Introduction

TCP Linda is a parallel execution environment to parallelize Gaussian jobs.  By default, Gaussian jobs are single processor core jobs.  TCP Linda must be used to to parallelize Gaussian.  In order to use TCP Linda you must configure your Gaussian input file to use multiple processors (and possibly multiple nodes).  For multiple node jobs this requires that you know which nodes you will be running on.  However, this information is not known ahead of time.  We have developed a script that will configure your job for you.  Please follow the instructions below.

Linda is only available on DAVinCI.

Please see the Gaussian documentation about the types of calculations that can be done in parallel.

 

Configure SSH Keys

In order for Linda to communicate between nodes you must enable passwordless SSH (SSH keys).  Please see our FAQ for instructions.

You only need to set up SSH keys once.  It will work for all subsequent jobs for the lifetime of your account.

Configure Gaussian

In order to run a Gaussian job on our clusters you must first load the Gaussian module:

module load gaussian

Subsequently, you should source the Gaussian command file to set up your environment:

tcsh users:

source $g09root/g09/bsd/g09.login

bash users:

source $g09root/g09/bsd/g09.profile

Build Your Gaussian Job

You must have a Gaussian input file.  For our example we will use a file called example.gjf.

This input file must have, as its first lines, the number of processors per node and a list of the node names.  An example is shown in the Linda documentation.

An example of these lines looks like this (taken from the Linda documentation)

%NProcShared=8
%LindaWorkers=node1,node2,node3,node4

As stated previously, the node names for your job will not be known ahead of time.

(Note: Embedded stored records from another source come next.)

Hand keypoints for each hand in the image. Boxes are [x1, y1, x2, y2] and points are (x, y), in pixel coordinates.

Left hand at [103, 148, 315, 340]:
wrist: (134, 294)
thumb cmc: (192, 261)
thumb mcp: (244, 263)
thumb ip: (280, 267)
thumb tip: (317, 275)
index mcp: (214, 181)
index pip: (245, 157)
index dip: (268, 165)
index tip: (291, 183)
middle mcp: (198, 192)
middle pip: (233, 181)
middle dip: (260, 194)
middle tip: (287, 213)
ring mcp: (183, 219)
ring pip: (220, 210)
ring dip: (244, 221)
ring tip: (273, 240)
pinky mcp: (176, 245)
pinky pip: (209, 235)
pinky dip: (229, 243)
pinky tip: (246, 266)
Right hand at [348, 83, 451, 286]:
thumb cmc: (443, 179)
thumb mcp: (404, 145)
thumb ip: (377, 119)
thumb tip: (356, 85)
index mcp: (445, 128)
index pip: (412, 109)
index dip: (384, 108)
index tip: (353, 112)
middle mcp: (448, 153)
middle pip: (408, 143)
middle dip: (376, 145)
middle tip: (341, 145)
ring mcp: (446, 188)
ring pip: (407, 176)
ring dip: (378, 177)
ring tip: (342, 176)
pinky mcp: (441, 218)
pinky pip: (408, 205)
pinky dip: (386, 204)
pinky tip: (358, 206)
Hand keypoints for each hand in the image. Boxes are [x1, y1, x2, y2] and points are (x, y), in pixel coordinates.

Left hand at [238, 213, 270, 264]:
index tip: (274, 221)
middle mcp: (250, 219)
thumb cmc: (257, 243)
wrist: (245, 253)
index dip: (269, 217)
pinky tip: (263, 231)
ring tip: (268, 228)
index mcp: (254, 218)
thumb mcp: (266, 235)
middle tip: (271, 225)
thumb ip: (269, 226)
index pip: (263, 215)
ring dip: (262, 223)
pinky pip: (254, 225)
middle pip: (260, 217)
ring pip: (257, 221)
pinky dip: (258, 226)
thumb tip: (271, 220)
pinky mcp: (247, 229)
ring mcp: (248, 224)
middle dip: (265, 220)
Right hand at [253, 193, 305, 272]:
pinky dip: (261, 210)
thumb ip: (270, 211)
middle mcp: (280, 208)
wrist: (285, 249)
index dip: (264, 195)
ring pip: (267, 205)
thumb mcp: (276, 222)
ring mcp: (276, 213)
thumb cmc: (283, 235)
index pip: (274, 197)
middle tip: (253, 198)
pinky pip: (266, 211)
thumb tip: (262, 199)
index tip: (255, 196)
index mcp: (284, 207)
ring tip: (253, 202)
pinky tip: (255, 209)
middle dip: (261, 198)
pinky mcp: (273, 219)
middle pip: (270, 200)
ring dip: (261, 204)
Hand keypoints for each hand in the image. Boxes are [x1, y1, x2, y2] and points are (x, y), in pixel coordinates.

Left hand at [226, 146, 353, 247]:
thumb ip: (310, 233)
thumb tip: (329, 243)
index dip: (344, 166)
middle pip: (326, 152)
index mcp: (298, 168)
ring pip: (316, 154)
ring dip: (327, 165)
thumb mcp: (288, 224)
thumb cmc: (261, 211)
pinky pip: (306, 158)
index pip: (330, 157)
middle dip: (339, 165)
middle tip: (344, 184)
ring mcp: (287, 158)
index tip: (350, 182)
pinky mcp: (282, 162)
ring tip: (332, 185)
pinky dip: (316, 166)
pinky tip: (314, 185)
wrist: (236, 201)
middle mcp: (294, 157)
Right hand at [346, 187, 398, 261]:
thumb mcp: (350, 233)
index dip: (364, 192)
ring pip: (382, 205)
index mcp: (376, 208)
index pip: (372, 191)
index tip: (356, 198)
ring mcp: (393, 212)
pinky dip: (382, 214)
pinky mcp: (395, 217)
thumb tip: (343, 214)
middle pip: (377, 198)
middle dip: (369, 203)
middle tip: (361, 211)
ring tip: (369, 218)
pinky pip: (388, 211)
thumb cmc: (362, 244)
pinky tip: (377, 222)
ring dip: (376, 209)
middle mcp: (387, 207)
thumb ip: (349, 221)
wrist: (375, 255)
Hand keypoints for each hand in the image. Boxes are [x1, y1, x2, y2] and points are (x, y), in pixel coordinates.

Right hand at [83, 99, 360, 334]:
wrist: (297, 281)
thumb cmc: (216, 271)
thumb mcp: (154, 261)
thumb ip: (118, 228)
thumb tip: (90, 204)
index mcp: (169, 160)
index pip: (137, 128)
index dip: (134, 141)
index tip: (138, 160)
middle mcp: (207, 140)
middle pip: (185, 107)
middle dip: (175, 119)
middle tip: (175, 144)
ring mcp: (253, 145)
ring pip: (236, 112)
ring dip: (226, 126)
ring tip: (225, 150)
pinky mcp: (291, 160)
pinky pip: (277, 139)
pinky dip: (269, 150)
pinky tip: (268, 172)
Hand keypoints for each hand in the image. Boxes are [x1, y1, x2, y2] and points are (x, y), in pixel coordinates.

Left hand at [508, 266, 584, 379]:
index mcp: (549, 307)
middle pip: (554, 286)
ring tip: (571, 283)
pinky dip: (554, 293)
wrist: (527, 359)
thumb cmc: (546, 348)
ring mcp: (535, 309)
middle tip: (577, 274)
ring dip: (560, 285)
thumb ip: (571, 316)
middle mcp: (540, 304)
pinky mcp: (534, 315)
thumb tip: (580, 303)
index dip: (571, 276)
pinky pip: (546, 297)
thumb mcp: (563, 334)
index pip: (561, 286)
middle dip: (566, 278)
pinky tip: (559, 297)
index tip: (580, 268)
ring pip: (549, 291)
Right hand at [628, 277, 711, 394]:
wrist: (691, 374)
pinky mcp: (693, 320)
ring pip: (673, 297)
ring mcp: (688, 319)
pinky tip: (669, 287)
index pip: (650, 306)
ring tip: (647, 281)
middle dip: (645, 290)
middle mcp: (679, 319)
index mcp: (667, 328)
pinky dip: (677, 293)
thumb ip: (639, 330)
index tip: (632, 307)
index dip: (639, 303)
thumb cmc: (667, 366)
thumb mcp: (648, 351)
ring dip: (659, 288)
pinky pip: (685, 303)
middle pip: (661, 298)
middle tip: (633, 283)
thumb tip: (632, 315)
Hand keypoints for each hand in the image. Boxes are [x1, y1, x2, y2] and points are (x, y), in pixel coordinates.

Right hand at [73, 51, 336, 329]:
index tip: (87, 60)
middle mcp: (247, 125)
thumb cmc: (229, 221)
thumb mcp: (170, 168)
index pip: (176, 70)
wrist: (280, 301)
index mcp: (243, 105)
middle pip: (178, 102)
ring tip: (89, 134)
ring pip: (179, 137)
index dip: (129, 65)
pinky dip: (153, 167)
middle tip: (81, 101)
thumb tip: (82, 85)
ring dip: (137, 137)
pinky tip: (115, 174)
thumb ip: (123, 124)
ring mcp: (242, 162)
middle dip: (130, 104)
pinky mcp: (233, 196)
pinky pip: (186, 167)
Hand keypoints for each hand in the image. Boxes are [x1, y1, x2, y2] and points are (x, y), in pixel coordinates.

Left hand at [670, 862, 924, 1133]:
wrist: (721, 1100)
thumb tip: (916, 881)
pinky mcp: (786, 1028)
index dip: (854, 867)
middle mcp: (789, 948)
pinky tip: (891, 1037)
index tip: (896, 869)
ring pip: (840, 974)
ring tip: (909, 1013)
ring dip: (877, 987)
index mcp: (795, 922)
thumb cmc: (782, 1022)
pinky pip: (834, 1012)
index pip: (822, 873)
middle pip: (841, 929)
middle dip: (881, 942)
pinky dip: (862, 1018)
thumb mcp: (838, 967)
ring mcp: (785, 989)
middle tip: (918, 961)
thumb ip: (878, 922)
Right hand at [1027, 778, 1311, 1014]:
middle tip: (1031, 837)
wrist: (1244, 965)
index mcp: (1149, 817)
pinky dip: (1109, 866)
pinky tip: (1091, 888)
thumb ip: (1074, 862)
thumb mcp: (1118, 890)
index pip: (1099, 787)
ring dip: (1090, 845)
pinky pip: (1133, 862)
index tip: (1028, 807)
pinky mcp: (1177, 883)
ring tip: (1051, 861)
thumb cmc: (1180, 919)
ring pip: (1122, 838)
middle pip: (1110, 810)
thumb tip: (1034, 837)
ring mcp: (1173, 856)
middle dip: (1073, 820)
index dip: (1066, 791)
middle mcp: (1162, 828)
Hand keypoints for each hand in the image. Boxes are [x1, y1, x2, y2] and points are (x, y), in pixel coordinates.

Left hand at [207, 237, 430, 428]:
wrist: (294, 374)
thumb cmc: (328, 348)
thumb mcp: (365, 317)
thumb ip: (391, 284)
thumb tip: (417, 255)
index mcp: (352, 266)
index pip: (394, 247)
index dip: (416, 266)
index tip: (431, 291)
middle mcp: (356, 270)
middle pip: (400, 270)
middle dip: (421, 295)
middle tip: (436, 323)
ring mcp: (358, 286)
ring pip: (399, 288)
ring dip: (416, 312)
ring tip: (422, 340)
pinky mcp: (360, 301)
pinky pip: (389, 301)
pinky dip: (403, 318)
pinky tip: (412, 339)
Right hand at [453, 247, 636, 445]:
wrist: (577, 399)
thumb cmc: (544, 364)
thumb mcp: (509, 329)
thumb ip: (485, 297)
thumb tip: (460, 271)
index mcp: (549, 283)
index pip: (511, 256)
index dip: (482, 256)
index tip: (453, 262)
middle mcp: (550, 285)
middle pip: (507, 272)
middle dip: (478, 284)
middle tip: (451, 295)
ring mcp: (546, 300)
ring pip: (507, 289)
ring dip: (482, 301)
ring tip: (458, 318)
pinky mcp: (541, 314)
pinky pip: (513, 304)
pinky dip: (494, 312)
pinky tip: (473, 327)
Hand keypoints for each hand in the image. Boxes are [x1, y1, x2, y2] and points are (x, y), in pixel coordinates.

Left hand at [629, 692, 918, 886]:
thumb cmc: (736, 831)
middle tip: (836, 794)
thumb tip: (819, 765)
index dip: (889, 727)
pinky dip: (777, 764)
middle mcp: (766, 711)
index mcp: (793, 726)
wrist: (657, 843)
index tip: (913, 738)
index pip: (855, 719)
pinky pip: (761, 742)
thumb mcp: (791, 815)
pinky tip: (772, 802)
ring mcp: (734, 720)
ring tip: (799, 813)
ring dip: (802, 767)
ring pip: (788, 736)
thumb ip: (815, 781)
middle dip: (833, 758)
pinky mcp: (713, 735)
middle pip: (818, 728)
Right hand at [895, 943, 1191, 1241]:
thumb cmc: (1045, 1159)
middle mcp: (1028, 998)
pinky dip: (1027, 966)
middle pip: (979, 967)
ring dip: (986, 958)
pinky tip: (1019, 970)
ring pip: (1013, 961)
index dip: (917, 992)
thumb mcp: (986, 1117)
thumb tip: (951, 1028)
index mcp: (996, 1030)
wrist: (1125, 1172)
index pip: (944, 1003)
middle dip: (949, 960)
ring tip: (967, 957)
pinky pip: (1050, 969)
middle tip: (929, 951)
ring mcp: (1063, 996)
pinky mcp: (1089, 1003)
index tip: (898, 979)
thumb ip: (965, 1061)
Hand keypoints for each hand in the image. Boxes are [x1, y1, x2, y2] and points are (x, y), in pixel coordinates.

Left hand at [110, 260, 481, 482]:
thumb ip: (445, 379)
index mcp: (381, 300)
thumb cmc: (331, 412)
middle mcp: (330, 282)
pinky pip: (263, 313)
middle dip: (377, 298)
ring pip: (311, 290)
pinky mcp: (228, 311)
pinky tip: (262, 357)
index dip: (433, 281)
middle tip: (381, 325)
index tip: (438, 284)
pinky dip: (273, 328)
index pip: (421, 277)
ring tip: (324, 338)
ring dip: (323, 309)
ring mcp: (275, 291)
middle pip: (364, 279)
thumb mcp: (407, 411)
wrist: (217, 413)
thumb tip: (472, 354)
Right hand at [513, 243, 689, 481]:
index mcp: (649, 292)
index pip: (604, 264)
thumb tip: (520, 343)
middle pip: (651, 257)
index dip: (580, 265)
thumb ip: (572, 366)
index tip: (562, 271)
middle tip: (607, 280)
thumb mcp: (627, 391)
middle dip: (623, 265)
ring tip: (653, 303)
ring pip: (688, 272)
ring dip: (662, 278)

So this must be configured dynamically. To build your job submission script such that these jobs can be configured dynamically, use the following command:

/opt/apps/scripts/create-gaussian-jobscript inputfile number_of_nodes

Using our example input file example.gjf and 6 nodes, the command would look like this:

/opt/apps/scripts/create-gaussian-jobscript example.gjf 6

This will create a SLURM job script named example.slurm in your current working directory, using example.gjf as the input file and using 6 nodes.  It will build a submission script that will set the Gaussian parameters necessary to run the parallel job.

To submit the job, simply use qsub as follows:

sbatch ./example.slurm

Check the contents of the job submission script for the location of your scratch directory (GAUSS_SCRDIR) and the location of your output file.